What is needed: Within the records below, repeat each line exactly but keep every picture out of the copy.

Stored items:
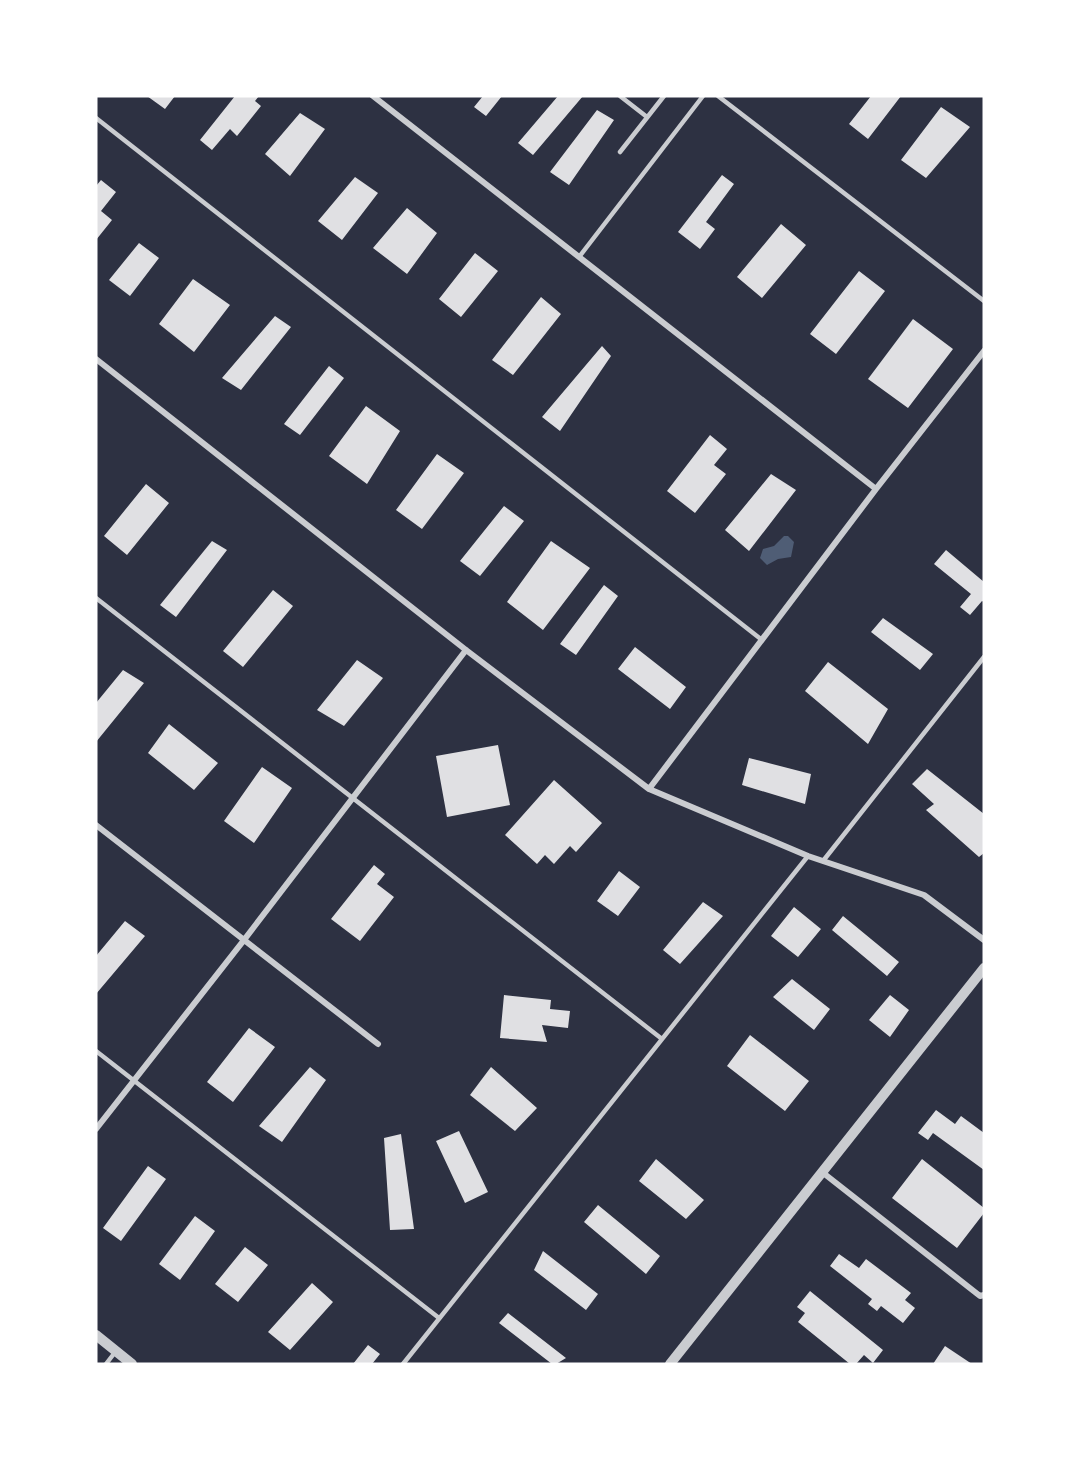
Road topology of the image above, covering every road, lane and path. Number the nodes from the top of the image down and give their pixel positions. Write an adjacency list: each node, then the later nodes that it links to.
1 (373, 96): 9 (street)
2 (620, 96): 6 (lane)
3 (664, 96): 6 (lane)
4 (703, 96): 9 (lane)
5 (718, 96): 10 (lane)
6 (647, 117): 8 (lane)
7 (96, 118): 15 (lane)
8 (620, 152)
9 (579, 257): 13 (street)
10 (984, 301)
11 (984, 351): 13 (street)
12 (96, 359): 16 (street)
13 (876, 489): 15 (street)
14 (96, 598): 19 (lane)
15 (762, 640): 18 (street)
16 (466, 650): 18 (street); 19 (street)
17 (984, 657): 22 (lane)
18 (649, 789): 21 (street)
19 (353, 798): 23 (street); 26 (lane)
20 (96, 825): 23 (street)
21 (808, 856): 22 (street); 26 (lane)
22 (823, 861): 24 (street)
23 (244, 940): 27 (street); 29 (street)
24 (984, 940)
25 (984, 968): 31 (street)
26 (663, 1039): 33 (lane)
27 (378, 1044)
28 (96, 1051): 29 (lane)
29 (134, 1081): 30 (street); 33 (lane)
30 (96, 1129)
31 (822, 1172): 32 (street); 39 (street)
32 (984, 1295)
33 (439, 1318): 38 (lane)
34 (96, 1335): 35 (street)
35 (116, 1351): 36 (lane); 37 (street)
36 (106, 1364)
37 (132, 1364)
38 (403, 1364)
39 (670, 1364)

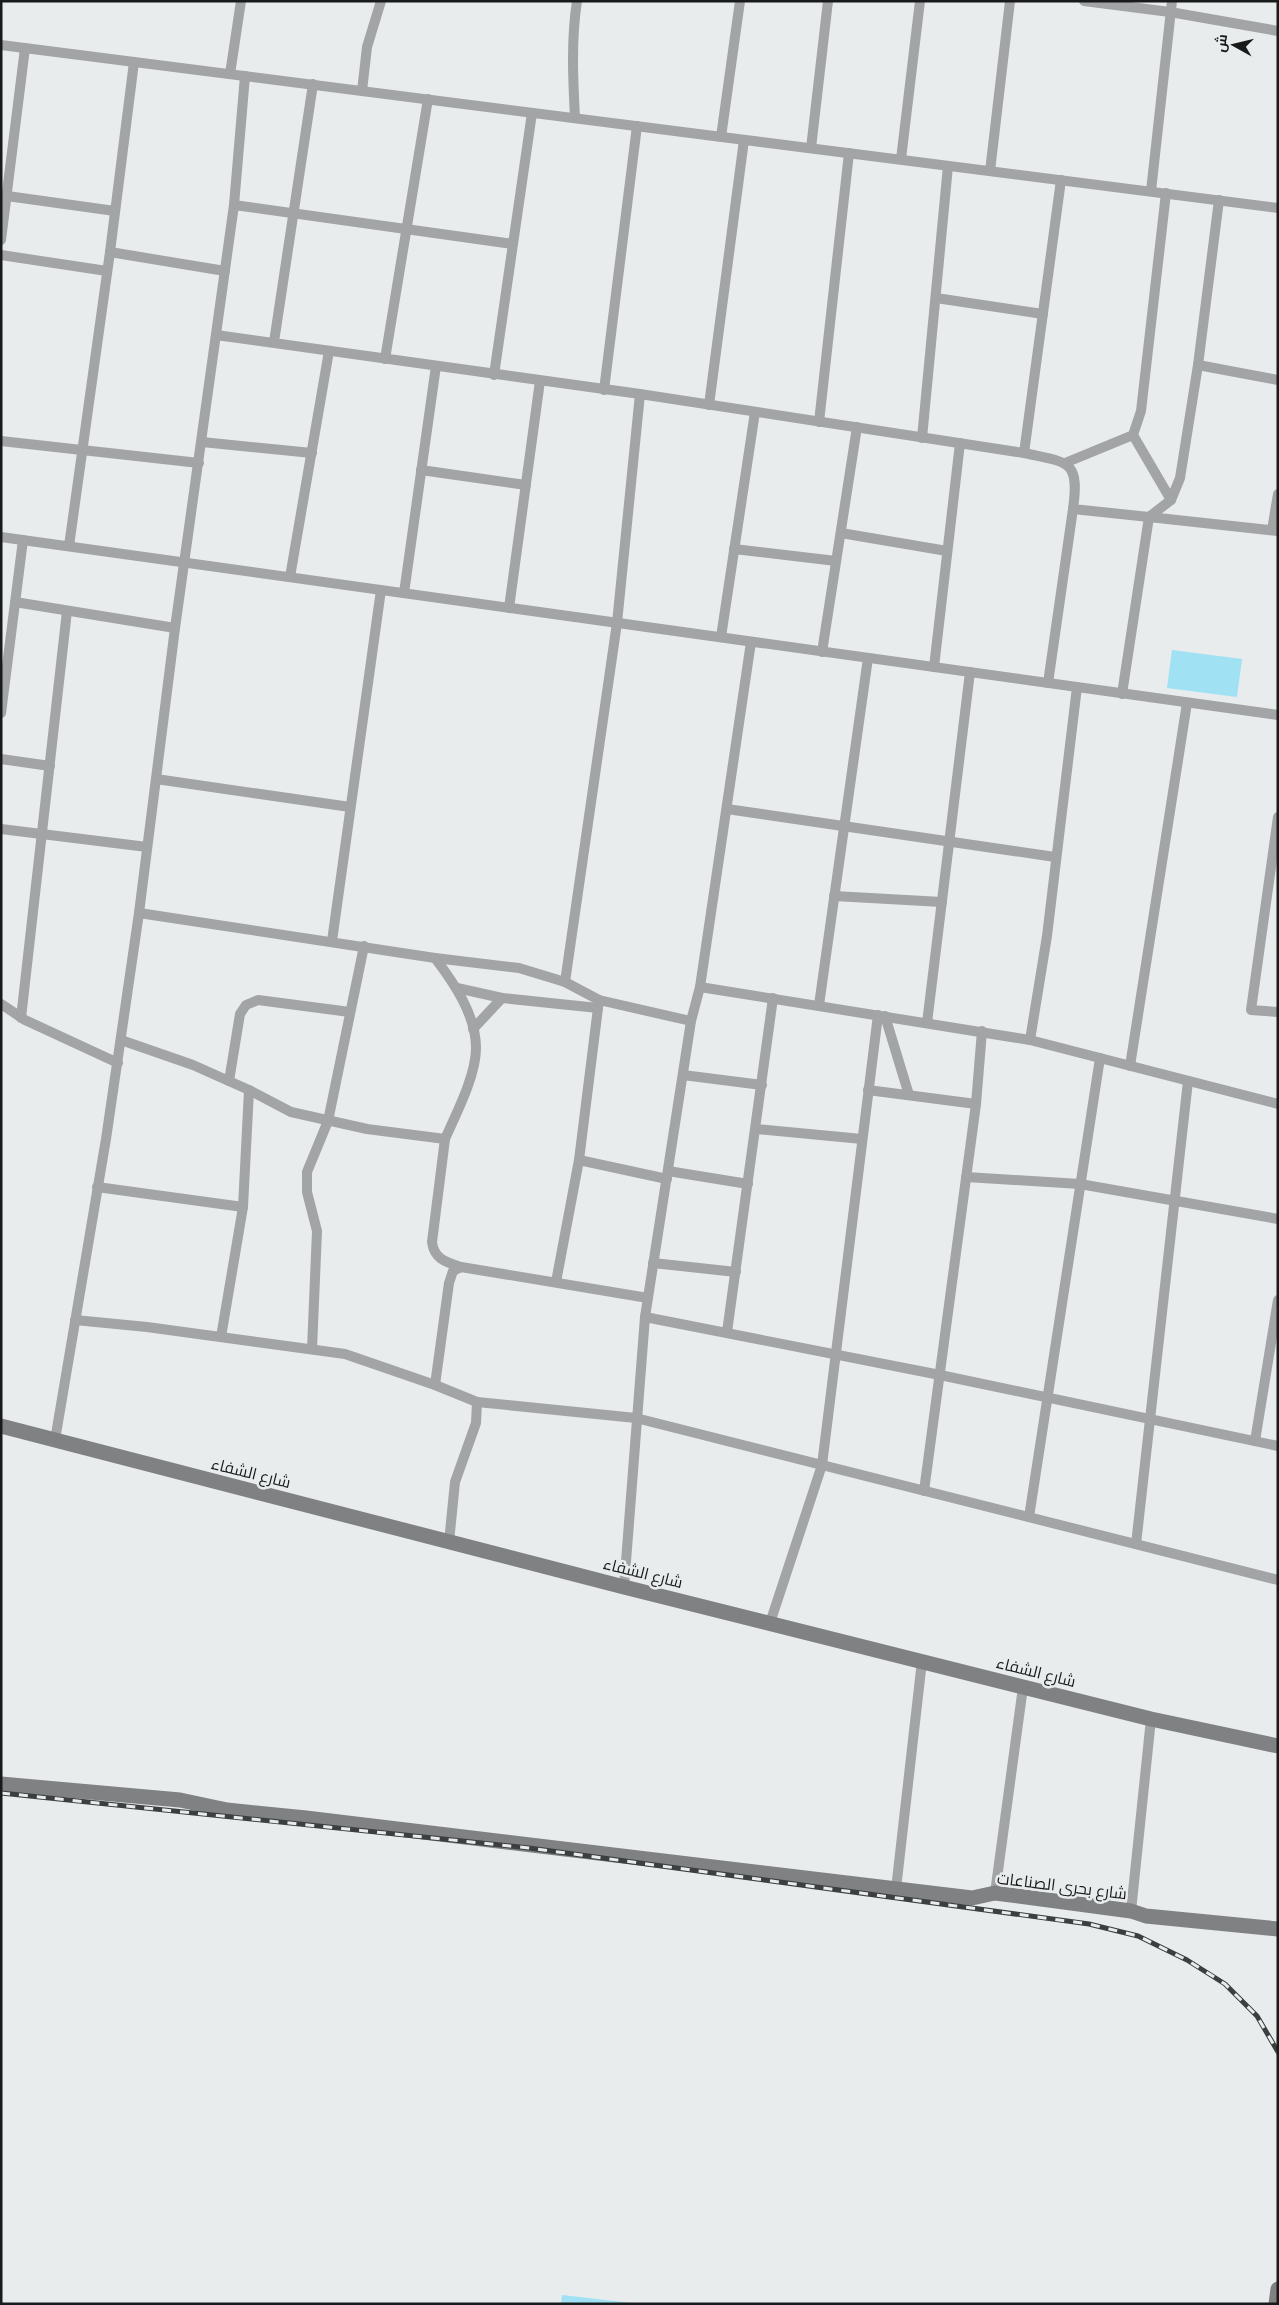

Solution for this exercise:
Road topology of the image above, covering every road, lane and path. Number the nodes from the top of the image down and give their pixel positions. Write an adjacency list: each node, then the later nodes that it links to.
1 (373, 96): 9 (street)
2 (620, 96): 6 (lane)
3 (664, 96): 6 (lane)
4 (703, 96): 9 (lane)
5 (718, 96): 10 (lane)
6 (647, 117): 8 (lane)
7 (96, 118): 15 (lane)
8 (620, 152)
9 (579, 257): 13 (street)
10 (984, 301)
11 (984, 351): 13 (street)
12 (96, 359): 16 (street)
13 (876, 489): 15 (street)
14 (96, 598): 19 (lane)
15 (762, 640): 18 (street)
16 (466, 650): 18 (street); 19 (street)
17 (984, 657): 22 (lane)
18 (649, 789): 21 (street)
19 (353, 798): 23 (street); 26 (lane)
20 (96, 825): 23 (street)
21 (808, 856): 22 (street); 26 (lane)
22 (823, 861): 24 (street)
23 (244, 940): 27 (street); 29 (street)
24 (984, 940)
25 (984, 968): 31 (street)
26 (663, 1039): 33 (lane)
27 (378, 1044)
28 (96, 1051): 29 (lane)
29 (134, 1081): 30 (street); 33 (lane)
30 (96, 1129)
31 (822, 1172): 32 (street); 39 (street)
32 (984, 1295)
33 (439, 1318): 38 (lane)
34 (96, 1335): 35 (street)
35 (116, 1351): 36 (lane); 37 (street)
36 (106, 1364)
37 (132, 1364)
38 (403, 1364)
39 (670, 1364)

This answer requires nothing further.